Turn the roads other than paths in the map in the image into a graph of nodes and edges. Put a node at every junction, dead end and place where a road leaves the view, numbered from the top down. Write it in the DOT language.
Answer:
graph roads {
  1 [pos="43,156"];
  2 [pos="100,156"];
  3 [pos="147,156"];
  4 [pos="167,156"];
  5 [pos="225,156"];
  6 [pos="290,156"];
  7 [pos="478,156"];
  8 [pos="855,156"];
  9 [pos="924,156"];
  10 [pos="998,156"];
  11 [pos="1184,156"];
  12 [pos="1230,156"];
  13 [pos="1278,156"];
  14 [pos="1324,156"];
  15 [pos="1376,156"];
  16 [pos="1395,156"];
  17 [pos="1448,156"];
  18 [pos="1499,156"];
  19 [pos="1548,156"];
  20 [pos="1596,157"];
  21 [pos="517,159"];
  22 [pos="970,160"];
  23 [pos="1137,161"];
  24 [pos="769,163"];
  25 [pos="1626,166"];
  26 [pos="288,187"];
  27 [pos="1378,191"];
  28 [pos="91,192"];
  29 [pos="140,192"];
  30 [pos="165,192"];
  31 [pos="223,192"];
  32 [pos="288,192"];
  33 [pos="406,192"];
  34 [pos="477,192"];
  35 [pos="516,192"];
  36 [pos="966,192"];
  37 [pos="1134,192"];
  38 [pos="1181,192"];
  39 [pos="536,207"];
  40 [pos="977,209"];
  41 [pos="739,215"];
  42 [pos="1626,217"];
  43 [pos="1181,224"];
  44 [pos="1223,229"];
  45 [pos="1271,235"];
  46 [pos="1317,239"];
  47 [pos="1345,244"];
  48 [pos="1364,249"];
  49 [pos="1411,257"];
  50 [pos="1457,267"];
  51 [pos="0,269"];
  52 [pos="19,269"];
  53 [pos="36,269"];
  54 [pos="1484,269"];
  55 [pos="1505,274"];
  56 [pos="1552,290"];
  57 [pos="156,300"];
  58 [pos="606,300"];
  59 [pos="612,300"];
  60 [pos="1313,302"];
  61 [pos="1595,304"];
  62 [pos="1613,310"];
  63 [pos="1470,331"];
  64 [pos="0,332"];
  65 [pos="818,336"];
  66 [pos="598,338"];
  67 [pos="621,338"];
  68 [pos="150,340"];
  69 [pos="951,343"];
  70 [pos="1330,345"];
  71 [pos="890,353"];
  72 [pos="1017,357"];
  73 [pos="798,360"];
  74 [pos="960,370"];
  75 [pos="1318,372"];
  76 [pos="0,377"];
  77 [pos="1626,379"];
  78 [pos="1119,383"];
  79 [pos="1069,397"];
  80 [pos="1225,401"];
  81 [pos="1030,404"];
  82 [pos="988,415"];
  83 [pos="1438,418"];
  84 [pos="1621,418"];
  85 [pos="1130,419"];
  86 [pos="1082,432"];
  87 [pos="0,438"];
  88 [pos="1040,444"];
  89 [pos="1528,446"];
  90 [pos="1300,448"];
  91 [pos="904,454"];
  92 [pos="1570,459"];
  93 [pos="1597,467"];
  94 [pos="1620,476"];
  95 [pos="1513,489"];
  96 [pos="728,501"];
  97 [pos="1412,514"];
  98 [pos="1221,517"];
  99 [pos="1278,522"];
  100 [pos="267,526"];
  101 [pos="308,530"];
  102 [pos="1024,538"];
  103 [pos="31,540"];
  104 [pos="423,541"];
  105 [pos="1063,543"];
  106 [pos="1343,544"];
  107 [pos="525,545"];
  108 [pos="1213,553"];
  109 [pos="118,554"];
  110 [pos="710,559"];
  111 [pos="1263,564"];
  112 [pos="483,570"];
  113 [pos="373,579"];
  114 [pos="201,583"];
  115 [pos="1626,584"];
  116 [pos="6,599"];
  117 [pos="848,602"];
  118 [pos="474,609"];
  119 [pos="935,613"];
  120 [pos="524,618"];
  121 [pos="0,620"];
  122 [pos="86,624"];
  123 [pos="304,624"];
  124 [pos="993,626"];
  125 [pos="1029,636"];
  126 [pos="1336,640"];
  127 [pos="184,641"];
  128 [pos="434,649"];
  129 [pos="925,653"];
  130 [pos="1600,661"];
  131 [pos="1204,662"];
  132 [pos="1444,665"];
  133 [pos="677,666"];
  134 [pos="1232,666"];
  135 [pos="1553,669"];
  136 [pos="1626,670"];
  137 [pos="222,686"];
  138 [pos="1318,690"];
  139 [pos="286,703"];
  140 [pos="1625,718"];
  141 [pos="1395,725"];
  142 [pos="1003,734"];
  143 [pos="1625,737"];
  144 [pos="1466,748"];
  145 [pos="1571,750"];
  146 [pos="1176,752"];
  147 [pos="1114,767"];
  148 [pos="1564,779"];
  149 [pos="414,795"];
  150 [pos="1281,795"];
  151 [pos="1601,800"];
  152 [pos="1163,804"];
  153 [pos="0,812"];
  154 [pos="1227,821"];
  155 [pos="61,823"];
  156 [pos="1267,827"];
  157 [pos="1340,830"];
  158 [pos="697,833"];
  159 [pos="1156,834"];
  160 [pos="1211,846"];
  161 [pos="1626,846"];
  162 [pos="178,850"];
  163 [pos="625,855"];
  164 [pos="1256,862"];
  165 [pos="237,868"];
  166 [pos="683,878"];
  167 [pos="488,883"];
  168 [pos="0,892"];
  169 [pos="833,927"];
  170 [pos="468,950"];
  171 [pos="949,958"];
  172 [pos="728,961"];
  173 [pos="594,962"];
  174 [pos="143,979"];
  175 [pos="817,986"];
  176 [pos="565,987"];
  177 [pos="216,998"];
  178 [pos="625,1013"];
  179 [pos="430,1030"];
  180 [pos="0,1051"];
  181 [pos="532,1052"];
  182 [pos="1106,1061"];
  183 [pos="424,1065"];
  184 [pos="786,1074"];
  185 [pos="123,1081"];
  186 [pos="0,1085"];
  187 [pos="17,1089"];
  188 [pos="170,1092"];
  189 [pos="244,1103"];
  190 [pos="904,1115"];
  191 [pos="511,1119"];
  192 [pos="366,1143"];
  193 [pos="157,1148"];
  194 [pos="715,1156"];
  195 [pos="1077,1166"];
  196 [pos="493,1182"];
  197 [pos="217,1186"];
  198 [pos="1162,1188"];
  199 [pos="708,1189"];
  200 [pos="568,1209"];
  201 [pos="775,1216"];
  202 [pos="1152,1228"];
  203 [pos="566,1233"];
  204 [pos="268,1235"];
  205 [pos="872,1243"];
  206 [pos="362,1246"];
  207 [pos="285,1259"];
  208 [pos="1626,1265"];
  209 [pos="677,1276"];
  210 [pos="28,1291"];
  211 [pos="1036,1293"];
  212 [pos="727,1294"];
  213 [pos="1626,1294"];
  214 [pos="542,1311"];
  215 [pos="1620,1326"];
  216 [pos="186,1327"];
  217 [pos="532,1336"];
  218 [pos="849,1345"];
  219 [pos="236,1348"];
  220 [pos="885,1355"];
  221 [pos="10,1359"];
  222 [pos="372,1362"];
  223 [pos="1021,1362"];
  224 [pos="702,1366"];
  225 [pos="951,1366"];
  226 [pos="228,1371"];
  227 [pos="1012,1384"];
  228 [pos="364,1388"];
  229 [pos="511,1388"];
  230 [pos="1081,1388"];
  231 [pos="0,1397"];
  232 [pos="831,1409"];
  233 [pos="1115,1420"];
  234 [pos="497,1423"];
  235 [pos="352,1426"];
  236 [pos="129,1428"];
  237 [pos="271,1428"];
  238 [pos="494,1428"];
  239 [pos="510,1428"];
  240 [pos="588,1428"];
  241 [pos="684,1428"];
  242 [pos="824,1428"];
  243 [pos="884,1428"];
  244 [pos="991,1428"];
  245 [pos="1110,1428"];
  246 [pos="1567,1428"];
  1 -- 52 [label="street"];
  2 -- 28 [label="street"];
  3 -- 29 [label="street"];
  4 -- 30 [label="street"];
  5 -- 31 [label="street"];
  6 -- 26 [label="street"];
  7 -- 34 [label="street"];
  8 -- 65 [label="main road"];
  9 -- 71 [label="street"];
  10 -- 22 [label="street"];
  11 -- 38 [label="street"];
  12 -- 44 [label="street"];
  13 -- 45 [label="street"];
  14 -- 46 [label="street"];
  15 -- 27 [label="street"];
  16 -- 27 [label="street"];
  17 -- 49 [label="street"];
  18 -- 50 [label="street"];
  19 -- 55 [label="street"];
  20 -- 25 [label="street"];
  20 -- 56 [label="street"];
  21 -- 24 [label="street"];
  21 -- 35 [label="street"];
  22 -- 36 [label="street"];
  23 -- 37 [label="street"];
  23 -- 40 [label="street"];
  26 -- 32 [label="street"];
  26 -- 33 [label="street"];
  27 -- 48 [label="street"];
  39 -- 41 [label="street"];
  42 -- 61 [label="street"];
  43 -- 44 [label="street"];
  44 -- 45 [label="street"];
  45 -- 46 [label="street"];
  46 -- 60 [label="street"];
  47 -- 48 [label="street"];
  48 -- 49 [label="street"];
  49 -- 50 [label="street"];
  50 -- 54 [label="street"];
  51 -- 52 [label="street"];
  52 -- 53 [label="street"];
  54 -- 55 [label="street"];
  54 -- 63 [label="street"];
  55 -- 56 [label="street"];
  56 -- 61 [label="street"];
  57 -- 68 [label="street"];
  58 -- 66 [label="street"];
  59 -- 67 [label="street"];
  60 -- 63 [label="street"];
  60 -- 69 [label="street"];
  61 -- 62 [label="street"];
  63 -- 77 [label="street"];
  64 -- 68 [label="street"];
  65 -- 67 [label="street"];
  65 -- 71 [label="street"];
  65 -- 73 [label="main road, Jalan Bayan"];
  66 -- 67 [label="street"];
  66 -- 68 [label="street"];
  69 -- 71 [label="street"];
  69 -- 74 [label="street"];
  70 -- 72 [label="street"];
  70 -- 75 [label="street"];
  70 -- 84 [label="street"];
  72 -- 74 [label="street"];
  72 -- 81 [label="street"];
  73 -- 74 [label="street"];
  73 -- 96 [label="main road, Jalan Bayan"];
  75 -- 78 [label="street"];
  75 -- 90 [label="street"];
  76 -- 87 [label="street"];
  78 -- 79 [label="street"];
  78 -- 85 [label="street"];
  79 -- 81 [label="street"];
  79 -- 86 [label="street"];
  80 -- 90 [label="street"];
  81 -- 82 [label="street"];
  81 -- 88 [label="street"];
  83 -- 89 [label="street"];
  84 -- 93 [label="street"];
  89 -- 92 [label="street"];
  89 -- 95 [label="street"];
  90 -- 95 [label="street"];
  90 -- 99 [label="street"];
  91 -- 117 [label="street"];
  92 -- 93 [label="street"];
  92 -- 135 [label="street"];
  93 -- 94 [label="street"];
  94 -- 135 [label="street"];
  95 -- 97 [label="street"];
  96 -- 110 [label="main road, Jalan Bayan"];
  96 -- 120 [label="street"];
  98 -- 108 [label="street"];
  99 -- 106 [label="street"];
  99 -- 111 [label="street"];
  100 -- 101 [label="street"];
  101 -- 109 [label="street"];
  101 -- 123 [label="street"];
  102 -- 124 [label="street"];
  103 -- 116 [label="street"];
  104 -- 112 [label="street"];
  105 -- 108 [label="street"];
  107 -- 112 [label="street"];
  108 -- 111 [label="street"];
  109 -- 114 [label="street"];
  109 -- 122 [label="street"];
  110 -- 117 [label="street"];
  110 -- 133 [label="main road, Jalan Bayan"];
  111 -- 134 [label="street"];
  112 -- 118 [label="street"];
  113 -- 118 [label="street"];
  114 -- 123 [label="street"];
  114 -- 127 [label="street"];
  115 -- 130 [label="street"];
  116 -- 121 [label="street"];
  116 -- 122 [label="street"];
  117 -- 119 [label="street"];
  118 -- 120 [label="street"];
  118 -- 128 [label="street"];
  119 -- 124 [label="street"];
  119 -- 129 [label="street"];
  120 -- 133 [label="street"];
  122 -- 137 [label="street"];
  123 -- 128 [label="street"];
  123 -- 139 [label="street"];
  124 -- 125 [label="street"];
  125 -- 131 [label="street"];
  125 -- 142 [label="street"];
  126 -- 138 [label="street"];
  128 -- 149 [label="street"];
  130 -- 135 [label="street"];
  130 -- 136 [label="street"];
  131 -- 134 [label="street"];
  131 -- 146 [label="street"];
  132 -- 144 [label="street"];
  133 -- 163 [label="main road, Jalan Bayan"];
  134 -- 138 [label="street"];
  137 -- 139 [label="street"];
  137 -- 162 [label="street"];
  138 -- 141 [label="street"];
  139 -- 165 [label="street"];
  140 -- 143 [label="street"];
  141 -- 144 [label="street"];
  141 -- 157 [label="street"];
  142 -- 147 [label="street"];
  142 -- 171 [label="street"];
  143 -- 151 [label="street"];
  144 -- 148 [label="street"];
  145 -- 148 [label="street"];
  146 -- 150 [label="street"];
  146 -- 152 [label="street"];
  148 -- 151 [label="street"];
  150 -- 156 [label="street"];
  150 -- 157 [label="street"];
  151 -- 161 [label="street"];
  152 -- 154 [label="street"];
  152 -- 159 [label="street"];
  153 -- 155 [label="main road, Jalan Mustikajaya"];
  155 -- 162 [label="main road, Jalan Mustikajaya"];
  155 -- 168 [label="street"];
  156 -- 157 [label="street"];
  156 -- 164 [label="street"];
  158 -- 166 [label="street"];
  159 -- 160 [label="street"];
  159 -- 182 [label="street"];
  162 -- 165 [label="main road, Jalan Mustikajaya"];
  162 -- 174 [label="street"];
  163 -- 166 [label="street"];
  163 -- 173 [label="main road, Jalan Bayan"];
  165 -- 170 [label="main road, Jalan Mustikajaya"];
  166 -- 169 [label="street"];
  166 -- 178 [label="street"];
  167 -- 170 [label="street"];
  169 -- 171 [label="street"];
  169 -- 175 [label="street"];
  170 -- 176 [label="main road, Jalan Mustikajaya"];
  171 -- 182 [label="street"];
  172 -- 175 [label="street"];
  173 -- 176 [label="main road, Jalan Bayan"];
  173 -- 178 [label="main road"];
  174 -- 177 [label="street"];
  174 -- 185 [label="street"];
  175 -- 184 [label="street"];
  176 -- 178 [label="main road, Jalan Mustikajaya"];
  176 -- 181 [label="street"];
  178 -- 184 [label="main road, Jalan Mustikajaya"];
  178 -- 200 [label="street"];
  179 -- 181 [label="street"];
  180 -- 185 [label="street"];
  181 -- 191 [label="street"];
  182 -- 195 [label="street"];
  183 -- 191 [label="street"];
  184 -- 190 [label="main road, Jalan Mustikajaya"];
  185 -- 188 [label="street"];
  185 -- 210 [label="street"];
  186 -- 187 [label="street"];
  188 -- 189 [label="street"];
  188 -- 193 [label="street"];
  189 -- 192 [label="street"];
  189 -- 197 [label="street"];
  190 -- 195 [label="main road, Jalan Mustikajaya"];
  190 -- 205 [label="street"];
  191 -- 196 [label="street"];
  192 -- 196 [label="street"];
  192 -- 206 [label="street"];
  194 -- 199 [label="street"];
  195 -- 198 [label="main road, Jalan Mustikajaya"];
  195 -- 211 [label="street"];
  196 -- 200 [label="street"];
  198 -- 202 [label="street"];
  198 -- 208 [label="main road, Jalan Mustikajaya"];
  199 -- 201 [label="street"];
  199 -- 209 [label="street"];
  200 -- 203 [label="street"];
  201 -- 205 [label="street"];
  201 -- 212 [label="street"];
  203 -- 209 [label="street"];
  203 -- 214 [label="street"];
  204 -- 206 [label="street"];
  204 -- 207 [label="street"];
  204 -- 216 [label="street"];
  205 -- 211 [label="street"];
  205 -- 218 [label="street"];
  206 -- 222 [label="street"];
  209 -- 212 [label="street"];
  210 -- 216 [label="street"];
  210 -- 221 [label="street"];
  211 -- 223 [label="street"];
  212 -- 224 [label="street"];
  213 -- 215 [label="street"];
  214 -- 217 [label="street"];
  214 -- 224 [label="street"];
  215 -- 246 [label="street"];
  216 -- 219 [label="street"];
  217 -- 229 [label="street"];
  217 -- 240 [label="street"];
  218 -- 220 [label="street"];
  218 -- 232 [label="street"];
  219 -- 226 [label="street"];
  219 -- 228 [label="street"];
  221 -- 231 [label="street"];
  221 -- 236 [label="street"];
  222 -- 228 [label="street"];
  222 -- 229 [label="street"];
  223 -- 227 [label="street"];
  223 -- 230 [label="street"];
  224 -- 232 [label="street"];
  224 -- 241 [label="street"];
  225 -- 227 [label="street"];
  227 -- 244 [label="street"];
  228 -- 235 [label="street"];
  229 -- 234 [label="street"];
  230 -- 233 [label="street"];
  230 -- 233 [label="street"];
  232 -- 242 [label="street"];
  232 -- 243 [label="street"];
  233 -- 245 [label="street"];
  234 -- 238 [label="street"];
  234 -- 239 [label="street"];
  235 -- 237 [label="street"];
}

▸ WHAT YOU WILL DO
Keep only those lines of the records that hold "roads", and return them.

▸ RESULT
Turn the roads other than paths in the map in the image into a graph of nodes and edges. Put a node at every junction, dead end and place where a road leaves the view, numbered from the top down. Write it in the DOT language.
graph roads {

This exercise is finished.